Records shown:
++++++

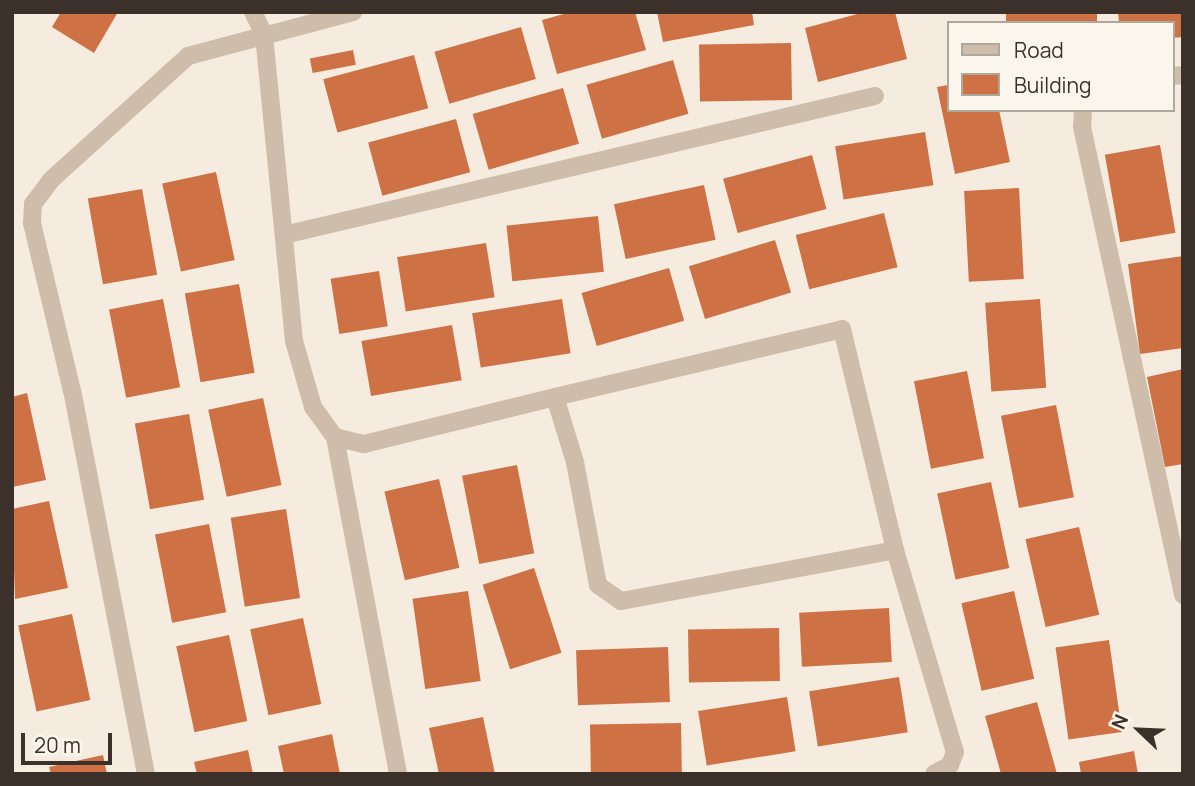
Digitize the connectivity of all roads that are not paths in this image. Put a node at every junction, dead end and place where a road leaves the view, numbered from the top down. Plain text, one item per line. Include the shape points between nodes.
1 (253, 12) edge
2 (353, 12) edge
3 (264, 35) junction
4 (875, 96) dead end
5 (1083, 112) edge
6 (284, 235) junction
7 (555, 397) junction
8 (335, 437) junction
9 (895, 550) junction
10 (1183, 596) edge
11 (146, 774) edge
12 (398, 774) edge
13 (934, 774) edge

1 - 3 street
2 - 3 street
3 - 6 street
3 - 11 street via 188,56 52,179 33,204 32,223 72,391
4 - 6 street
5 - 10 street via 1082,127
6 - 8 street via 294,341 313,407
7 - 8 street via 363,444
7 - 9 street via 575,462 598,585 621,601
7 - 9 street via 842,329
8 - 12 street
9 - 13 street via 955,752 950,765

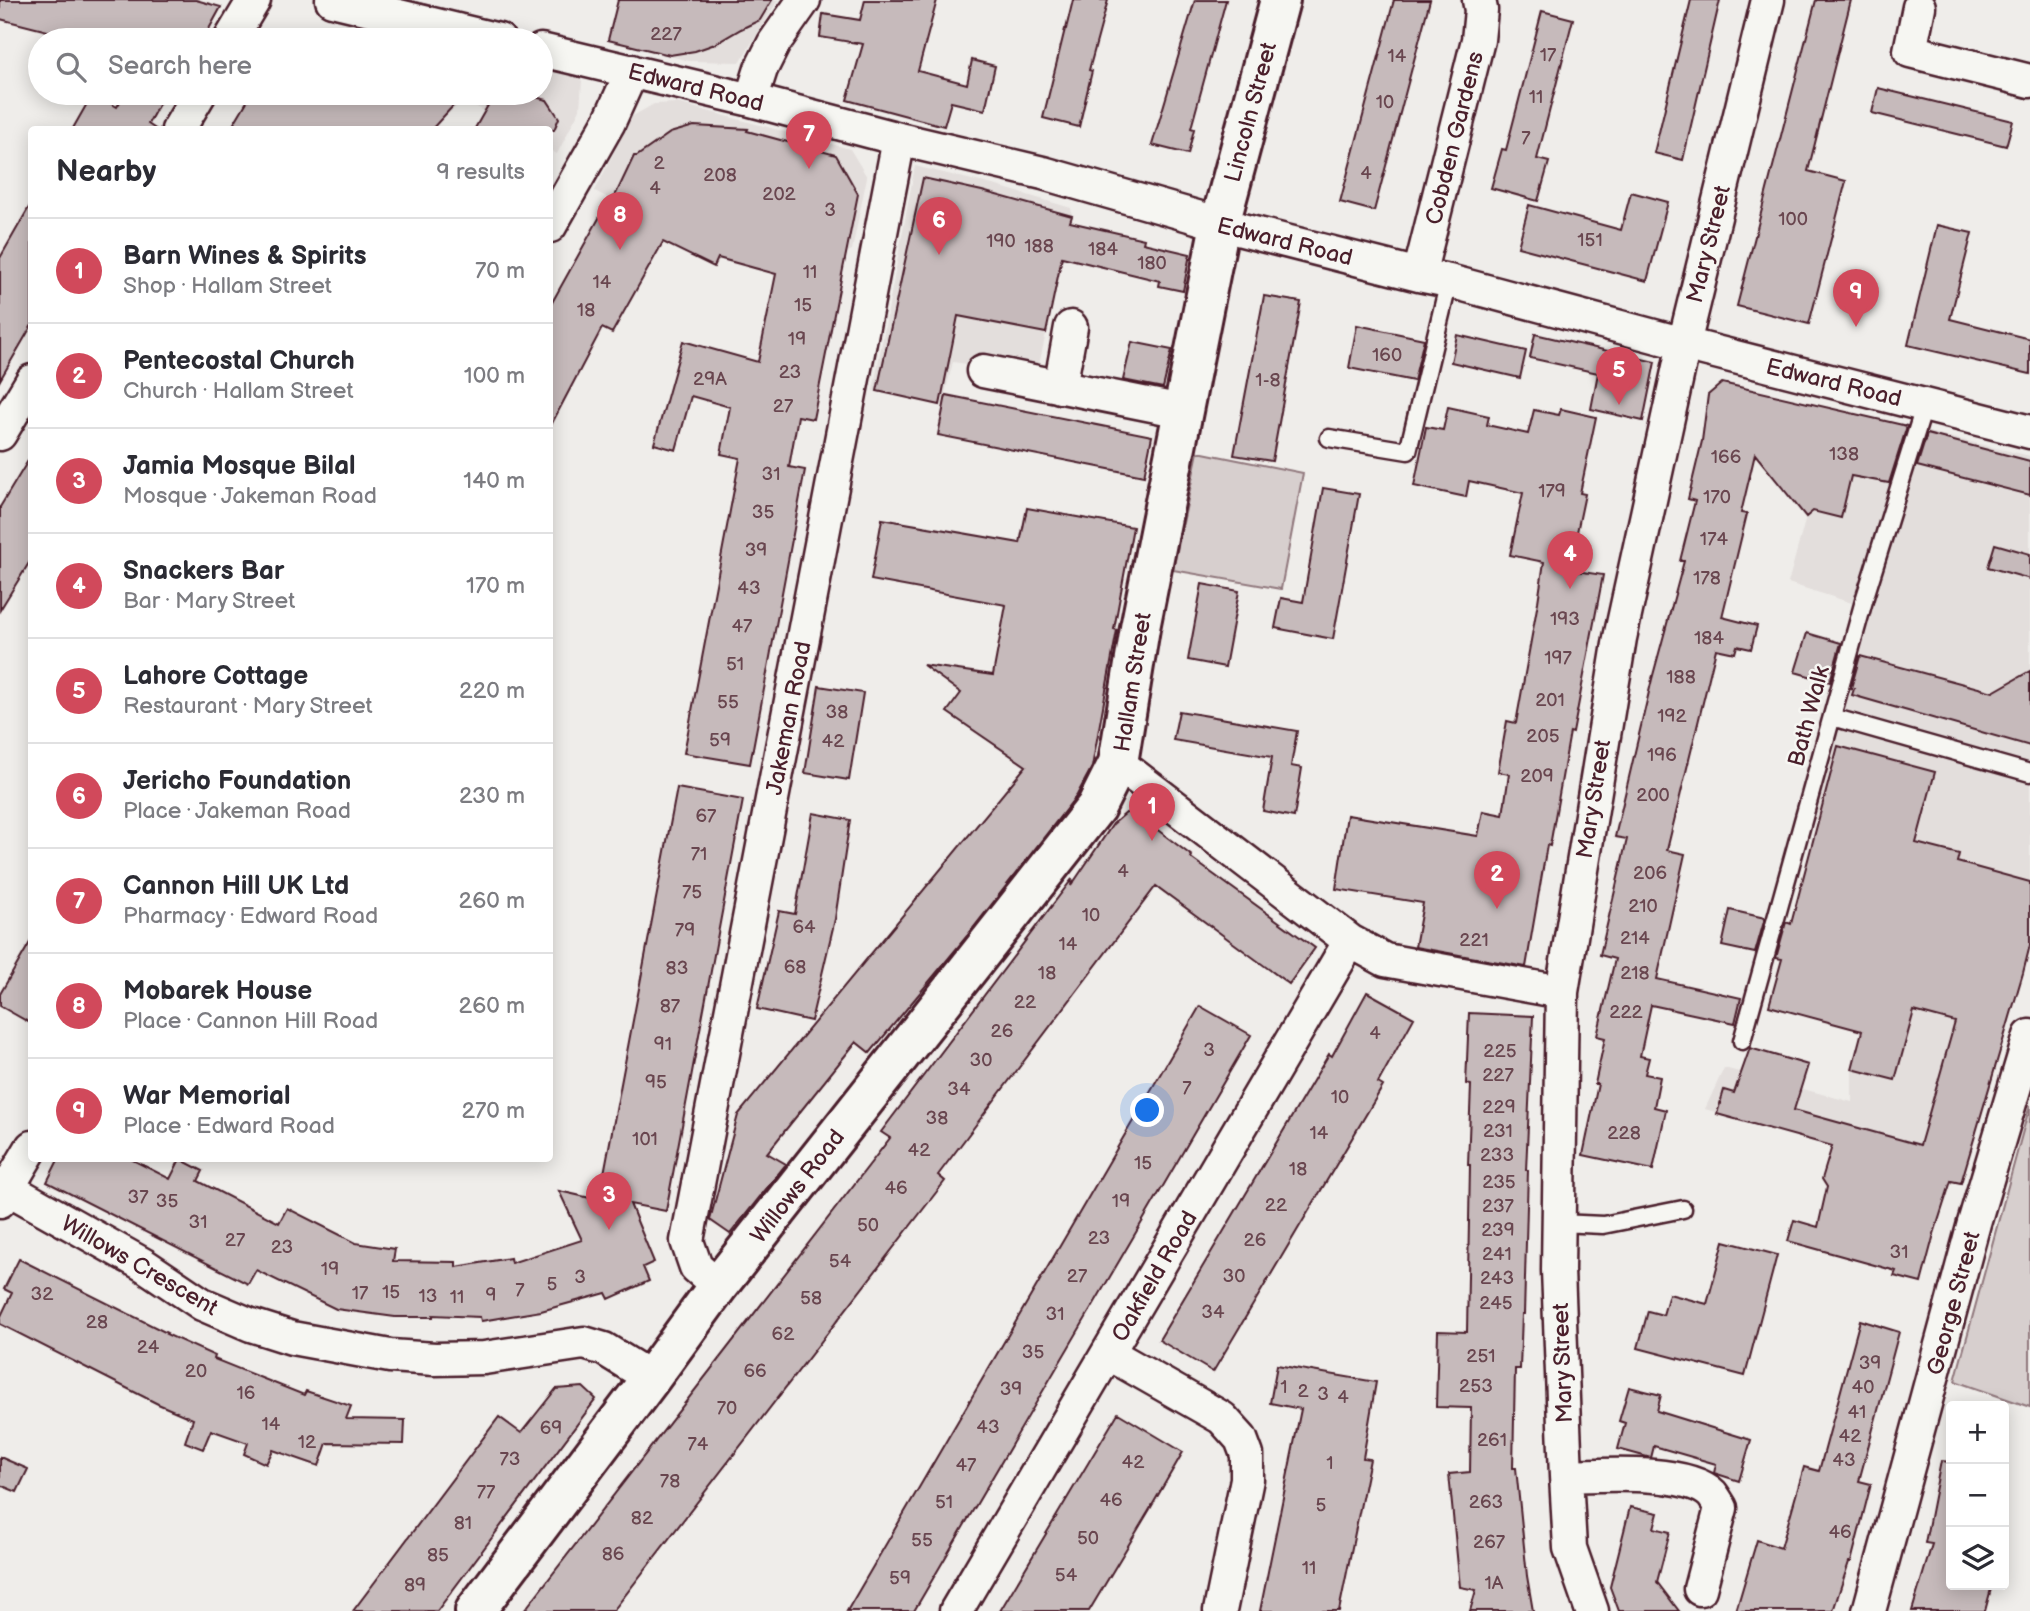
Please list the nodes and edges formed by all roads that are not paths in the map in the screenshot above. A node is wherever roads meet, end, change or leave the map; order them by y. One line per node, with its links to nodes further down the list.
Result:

++++++

Work request:
Repeat everything in the records above exactly; pictures are not part of the copy.

Task solution:
Digitize the connectivity of all roads that are not paths in this image. Put a node at every junction, dead end and place where a road leaves the view, numbered from the top down. Plain text, one item per line. Include the shape points between nodes.
1 (253, 12) edge
2 (353, 12) edge
3 (264, 35) junction
4 (875, 96) dead end
5 (1083, 112) edge
6 (284, 235) junction
7 (555, 397) junction
8 (335, 437) junction
9 (895, 550) junction
10 (1183, 596) edge
11 (146, 774) edge
12 (398, 774) edge
13 (934, 774) edge

1 - 3 street
2 - 3 street
3 - 6 street
3 - 11 street via 188,56 52,179 33,204 32,223 72,391
4 - 6 street
5 - 10 street via 1082,127
6 - 8 street via 294,341 313,407
7 - 8 street via 363,444
7 - 9 street via 575,462 598,585 621,601
7 - 9 street via 842,329
8 - 12 street
9 - 13 street via 955,752 950,765

Please list the nodes and edges formed by all roads that are not paths in the map in the screenshot above. A node is wherever roads meet, end, change or leave the map; order them by y. One line per node, with its links to nodes further down the list.
Result:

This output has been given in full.